§ **Exercise brief**: Copy each line of the records below that mentions the word "Oliveira".

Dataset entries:
[Start of section]

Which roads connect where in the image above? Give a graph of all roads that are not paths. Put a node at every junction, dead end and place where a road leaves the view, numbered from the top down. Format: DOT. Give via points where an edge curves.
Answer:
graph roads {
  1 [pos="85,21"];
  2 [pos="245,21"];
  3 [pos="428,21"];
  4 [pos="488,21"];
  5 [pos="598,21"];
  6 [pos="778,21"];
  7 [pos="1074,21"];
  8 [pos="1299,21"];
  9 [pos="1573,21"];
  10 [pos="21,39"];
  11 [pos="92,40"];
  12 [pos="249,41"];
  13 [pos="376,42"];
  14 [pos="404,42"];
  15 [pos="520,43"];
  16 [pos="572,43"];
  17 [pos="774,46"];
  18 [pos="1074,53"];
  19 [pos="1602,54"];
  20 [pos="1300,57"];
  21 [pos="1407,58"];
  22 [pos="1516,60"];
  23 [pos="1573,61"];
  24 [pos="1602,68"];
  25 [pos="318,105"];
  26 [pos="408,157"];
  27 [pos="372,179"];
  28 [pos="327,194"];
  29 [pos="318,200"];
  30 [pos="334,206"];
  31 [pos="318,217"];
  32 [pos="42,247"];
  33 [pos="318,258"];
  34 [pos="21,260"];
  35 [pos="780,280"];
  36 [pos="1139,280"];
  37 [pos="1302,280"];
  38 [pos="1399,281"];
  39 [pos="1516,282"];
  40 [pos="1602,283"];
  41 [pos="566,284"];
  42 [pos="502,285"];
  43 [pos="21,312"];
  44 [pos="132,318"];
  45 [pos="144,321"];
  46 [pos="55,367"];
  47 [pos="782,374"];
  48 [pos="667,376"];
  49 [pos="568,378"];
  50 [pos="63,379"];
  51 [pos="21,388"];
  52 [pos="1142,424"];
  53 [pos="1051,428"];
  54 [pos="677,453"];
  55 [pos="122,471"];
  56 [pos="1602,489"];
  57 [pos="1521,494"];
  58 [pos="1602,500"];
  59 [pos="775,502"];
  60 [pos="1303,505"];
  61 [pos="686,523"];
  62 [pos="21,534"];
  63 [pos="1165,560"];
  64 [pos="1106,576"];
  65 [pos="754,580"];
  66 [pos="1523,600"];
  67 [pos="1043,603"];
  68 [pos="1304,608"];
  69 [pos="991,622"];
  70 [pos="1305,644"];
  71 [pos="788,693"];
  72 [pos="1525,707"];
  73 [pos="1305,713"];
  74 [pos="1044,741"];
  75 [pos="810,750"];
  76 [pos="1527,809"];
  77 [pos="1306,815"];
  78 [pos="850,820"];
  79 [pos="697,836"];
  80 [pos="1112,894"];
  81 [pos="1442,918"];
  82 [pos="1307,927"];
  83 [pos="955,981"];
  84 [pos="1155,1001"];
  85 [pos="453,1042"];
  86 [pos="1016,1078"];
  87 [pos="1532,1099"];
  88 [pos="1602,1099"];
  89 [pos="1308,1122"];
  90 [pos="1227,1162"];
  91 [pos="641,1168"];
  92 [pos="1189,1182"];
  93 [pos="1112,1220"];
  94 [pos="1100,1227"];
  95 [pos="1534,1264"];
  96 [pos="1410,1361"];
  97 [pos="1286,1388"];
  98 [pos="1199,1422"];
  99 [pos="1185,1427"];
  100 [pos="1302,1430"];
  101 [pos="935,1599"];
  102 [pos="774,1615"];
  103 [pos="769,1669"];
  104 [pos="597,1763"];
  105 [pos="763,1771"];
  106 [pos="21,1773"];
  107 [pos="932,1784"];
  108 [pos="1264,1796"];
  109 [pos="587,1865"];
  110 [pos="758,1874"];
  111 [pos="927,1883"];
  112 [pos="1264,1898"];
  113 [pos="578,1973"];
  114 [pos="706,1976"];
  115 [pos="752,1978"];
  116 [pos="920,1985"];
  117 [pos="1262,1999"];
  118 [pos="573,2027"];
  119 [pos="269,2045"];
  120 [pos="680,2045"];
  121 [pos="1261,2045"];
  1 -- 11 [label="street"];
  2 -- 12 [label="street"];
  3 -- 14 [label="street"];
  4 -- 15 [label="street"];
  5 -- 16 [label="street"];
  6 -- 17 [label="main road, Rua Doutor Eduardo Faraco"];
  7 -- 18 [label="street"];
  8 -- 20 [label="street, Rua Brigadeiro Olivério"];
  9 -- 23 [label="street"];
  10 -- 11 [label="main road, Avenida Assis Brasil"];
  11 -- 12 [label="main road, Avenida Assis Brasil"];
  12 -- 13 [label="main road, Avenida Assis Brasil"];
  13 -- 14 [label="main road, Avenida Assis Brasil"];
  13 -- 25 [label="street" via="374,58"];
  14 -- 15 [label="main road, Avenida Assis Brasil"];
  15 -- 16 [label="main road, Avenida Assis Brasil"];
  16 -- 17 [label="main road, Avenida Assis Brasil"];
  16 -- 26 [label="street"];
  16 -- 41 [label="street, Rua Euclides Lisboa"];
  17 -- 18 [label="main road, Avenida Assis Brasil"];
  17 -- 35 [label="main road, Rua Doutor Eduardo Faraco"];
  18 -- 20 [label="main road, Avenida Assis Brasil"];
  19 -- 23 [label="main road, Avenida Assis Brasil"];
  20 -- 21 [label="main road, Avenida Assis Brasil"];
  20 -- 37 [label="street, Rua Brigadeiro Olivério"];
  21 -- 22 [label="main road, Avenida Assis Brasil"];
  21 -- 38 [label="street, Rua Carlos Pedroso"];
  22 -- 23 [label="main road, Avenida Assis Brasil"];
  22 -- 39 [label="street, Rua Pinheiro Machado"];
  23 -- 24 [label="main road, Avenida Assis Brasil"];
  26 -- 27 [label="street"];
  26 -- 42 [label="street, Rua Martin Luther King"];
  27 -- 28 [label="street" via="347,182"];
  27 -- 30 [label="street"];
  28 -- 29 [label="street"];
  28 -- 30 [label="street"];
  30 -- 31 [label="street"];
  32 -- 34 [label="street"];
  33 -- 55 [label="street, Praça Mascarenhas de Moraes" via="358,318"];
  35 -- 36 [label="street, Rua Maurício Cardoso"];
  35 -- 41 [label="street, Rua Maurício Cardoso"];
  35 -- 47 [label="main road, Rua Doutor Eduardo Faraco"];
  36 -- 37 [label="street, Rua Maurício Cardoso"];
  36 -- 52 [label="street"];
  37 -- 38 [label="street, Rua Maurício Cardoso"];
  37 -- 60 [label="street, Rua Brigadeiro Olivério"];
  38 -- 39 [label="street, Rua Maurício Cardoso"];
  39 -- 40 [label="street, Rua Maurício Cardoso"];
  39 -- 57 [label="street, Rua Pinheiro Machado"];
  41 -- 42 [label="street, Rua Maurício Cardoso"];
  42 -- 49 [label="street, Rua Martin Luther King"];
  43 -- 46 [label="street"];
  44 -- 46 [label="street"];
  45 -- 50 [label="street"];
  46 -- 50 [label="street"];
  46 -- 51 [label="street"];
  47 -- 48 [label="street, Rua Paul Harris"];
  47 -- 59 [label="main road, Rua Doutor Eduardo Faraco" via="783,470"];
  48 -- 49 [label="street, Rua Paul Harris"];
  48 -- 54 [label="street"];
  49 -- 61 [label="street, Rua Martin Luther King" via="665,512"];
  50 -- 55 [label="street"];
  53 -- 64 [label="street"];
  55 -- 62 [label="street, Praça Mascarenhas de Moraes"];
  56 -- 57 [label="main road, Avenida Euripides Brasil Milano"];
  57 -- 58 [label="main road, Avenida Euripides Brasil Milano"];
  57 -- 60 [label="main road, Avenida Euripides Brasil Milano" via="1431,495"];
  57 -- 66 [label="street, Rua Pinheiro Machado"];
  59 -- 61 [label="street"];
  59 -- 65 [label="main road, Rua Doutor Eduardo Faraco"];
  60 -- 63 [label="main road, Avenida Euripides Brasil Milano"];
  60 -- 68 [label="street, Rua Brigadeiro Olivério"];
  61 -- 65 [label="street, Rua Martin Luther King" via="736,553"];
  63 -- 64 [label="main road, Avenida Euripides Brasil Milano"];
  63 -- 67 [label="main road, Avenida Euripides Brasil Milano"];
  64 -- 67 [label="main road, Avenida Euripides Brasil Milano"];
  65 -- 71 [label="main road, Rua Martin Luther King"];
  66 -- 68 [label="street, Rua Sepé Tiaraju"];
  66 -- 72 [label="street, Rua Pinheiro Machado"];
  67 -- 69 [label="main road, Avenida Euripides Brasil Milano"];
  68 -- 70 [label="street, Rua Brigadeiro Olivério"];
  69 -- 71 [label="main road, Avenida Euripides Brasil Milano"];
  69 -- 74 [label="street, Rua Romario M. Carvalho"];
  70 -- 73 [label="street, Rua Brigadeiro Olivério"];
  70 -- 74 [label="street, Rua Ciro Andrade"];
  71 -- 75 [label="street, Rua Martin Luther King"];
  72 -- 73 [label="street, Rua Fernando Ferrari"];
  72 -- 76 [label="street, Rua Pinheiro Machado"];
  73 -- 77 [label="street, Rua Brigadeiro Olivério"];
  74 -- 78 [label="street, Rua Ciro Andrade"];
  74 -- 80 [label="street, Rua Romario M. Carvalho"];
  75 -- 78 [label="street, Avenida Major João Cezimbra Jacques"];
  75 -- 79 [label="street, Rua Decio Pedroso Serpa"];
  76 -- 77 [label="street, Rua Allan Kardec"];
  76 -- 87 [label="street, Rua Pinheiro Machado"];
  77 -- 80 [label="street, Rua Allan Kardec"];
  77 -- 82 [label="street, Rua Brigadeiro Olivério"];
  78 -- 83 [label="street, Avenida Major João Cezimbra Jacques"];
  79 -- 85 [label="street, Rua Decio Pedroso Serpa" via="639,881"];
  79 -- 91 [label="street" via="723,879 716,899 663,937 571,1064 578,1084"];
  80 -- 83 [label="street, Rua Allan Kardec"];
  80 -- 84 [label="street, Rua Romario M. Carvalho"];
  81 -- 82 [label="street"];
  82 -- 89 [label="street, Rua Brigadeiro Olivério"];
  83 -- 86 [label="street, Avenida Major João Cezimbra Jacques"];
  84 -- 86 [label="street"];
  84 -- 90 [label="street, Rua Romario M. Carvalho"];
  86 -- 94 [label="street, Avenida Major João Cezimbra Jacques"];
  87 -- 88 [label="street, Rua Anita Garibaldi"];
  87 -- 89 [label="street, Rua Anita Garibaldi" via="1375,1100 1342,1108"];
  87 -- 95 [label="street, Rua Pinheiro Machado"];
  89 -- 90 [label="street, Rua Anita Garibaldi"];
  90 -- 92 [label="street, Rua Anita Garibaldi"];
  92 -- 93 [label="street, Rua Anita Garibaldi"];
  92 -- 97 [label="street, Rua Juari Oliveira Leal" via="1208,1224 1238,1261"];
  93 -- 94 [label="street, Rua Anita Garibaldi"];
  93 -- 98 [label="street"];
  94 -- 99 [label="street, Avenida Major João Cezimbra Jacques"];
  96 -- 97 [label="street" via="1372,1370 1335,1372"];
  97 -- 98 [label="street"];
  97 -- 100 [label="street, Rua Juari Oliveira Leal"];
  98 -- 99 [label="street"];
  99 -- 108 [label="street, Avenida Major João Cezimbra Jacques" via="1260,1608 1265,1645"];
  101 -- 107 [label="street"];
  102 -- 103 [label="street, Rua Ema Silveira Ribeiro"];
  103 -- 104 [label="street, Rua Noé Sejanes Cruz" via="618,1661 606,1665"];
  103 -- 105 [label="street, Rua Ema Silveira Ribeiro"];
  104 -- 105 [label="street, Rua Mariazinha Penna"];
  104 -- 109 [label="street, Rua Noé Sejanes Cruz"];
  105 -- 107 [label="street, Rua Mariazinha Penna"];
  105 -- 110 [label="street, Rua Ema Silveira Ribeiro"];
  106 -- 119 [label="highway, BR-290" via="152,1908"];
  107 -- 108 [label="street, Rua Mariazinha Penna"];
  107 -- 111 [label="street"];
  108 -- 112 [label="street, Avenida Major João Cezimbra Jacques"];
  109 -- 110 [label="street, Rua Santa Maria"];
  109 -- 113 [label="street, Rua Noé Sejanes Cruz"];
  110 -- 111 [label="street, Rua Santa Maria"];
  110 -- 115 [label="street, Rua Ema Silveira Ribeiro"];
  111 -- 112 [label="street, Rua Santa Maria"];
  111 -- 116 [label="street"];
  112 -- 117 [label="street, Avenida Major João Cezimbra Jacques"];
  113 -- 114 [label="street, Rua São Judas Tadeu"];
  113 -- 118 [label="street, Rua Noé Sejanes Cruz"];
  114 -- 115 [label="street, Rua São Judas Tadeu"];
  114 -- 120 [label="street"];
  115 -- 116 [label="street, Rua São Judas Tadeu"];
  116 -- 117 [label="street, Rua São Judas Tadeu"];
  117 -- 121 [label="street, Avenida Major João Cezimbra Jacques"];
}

[End of section]

§ **Answer to the problem**:
  92 -- 97 [label="street, Rua Juari Oliveira Leal" via="1208,1224 1238,1261"];
  97 -- 100 [label="street, Rua Juari Oliveira Leal"];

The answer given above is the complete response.